Aku hanya terkejut dan ingin mendengar pernyataannya sekali lagi.
Kalau bisa berkali-kali.
Setiap hari.
Apa aku jadi tamak karena menginginkan ini?
"Iyakah, Phi?" tanyaku.
"Hm," gumam Mile sambil menghirup aroma leherku dalam-dalam. "Jaraknya hanya 12 kilo dari sini. Senang kan?"
"Iya ...."
Aku menunduk dan menatap tetesan air mataku di lantai walau cuma sedikit.
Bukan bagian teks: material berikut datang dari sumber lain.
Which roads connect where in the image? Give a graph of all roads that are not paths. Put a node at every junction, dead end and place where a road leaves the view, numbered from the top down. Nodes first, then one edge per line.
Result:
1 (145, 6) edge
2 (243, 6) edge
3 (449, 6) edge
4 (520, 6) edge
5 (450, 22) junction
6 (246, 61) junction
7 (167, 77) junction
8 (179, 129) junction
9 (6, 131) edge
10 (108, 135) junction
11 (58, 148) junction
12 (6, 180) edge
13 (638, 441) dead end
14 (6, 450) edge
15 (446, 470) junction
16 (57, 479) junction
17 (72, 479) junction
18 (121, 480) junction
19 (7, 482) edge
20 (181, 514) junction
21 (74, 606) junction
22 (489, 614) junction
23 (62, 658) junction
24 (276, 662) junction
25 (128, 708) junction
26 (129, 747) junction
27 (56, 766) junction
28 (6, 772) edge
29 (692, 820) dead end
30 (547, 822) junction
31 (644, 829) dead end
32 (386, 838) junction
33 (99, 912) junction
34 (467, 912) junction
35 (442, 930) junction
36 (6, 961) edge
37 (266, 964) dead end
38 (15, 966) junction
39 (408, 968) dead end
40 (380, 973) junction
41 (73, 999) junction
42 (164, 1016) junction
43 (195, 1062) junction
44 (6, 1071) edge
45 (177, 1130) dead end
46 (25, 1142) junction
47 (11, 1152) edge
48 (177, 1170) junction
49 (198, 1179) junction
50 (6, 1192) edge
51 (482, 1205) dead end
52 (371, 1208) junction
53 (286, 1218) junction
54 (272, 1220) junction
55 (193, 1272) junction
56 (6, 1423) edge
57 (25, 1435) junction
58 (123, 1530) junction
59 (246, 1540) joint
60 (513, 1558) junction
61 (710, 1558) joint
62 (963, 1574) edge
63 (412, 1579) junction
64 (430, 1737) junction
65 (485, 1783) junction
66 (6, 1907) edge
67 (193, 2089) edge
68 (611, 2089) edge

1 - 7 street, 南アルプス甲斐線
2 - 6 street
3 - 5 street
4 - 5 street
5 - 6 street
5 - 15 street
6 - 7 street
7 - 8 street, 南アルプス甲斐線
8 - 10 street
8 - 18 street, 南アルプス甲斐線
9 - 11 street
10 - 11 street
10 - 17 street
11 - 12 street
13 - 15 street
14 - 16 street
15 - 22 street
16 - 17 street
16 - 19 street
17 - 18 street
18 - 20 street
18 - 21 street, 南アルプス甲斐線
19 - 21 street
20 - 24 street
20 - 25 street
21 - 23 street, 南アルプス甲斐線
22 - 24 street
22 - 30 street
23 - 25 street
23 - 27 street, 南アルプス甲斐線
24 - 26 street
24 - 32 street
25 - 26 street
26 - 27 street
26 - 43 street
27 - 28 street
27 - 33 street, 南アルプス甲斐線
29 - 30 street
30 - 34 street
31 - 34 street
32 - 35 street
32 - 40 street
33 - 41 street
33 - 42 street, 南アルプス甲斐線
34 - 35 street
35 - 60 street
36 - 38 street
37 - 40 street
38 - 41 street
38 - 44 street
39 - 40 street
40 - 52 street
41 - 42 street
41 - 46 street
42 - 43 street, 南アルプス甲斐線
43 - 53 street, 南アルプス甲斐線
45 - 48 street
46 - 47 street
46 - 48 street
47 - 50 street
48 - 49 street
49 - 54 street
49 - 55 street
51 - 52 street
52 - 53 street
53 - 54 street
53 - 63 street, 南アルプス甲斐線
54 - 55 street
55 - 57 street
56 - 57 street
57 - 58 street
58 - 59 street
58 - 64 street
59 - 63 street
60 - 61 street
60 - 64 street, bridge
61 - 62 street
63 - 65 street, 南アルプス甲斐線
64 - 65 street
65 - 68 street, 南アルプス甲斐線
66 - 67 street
"Jadi kalau kangen orangtua tidak terlalu jauh," kata Mile. "Kamu bisa berkunjung ke mana saja, Sayang. Lagipula Gabby juga masih TK."
Aku benar-benar lega, walau kaget jarak rumah itu tak terlalu jauh. Maksudku, harusnya aku tahu ada kontruksi baru di wilayah ini. Tapi karena jarang keluar, dunia pun berubah asing bagiku (ingat kan? Dulu aku mondar-mandir karena profesiku sebagai kuli). Beda lagi setelah menjadi pasangan Mile. Melakukan kegiatan di rumah pun sudah menghabiskan waktu (paling sering nge-gym, renang, baca buku, dan nonton film di home theater ditemani Gabby).
Aku pun merasa bersalah karena kurang perhatian, tapi Mile tetap menenggelamkanku dalam kehangatan tubuhnya.
Suamiku berbisik, "Ush, ush, ush, ush ...." meski matanya masih terpejam, seolah aku balita yang butuh permen karena balon hadiahnya lepas ke udara. "Susah-susah aku menyortir calon diantara banyak orang. Setahun lebih dia kukejar, kunikahi, kusetubuhi, kunafkahi, kuajak jalan-jalan, kubangunkan rumah ... masih juga tidak paham?"
Aku selalu takut kalau sudah diomeli begini. "Maaf, Phi."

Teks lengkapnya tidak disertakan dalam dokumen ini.